-- TRY IT --
Give back every line of the data exactly. Pictures are not part of the copy.
··· DATASET CONTENT ···
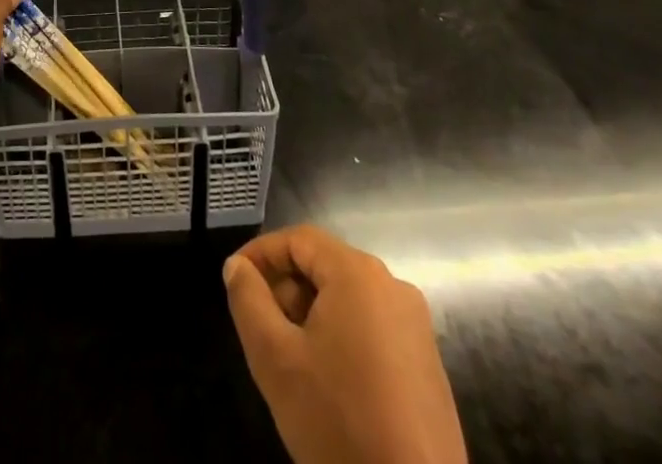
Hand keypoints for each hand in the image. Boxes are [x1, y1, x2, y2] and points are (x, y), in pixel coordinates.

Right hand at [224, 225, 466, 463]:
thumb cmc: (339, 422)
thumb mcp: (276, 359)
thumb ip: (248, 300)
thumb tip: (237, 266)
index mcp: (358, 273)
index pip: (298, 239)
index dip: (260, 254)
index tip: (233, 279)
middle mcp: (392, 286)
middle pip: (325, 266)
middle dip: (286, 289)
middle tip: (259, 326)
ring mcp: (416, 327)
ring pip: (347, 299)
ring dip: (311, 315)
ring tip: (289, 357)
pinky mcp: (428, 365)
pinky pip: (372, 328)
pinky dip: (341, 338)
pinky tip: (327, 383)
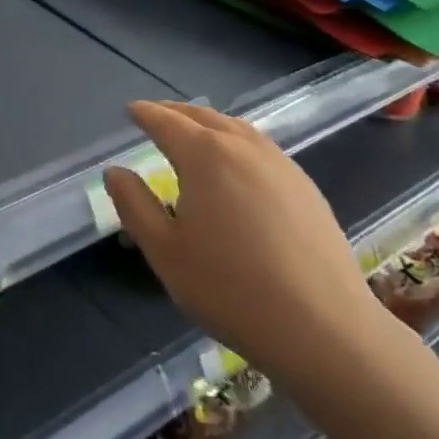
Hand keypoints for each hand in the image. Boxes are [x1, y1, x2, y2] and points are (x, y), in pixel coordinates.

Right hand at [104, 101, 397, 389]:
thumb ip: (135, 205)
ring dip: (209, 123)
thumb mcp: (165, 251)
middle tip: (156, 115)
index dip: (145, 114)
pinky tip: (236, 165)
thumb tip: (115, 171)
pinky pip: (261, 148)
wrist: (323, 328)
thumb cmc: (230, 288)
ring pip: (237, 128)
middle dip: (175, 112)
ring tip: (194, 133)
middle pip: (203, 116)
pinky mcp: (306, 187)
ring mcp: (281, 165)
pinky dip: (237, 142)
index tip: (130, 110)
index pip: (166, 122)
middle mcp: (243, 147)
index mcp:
···
-- YOUR RESPONSE --
Hand keypoints for each hand in the image. Boxes are [x1, y1, x2, y2] and points are (x, y), in pixel coordinates.

Right hand at [224, 225, 466, 463]:
thumb cmc: (339, 422)
thumb mcp: (276, 359)
thumb ip: (248, 300)
thumb tip: (237, 266)
index mcp: (358, 273)
index pip: (298, 239)
index dip: (260, 254)
index tip: (233, 279)
middle mcp: (392, 286)
middle pip: (325, 266)
middle dip: (286, 289)
middle tip: (259, 326)
ring mcp: (416, 327)
ring pip: (347, 299)
ring dip: (311, 315)
ring tip: (289, 357)
pinky mcp: (428, 365)
pinky pip: (372, 328)
pinky dip: (341, 338)
pinky tip: (327, 383)
Hand keypoints for each hand in the image. Boxes are [x1, y1, x2, y2] and points are (x, y), in pixel coordinates.

Right hand at [104, 101, 397, 389]:
thumb ip: (135, 205)
ring dip: (209, 123)
thumb mcp: (165, 251)
middle tip: (156, 115)
index dip: (145, 114)
pinky tip: (236, 165)
thumb tip: (115, 171)
pinky pip: (261, 148)
wrist: (323, 328)
thumb cmc: (230, 288)
ring pip: (237, 128)
middle dip: (175, 112)
ring tip: (194, 133)
middle pip: (203, 116)
pinky mcp: (306, 187)
ring mcp: (281, 165)
pinky dip: (237, 142)
index tip: (130, 110)
index pip: (166, 122)
middle mcp: (243, 147)
index mcp:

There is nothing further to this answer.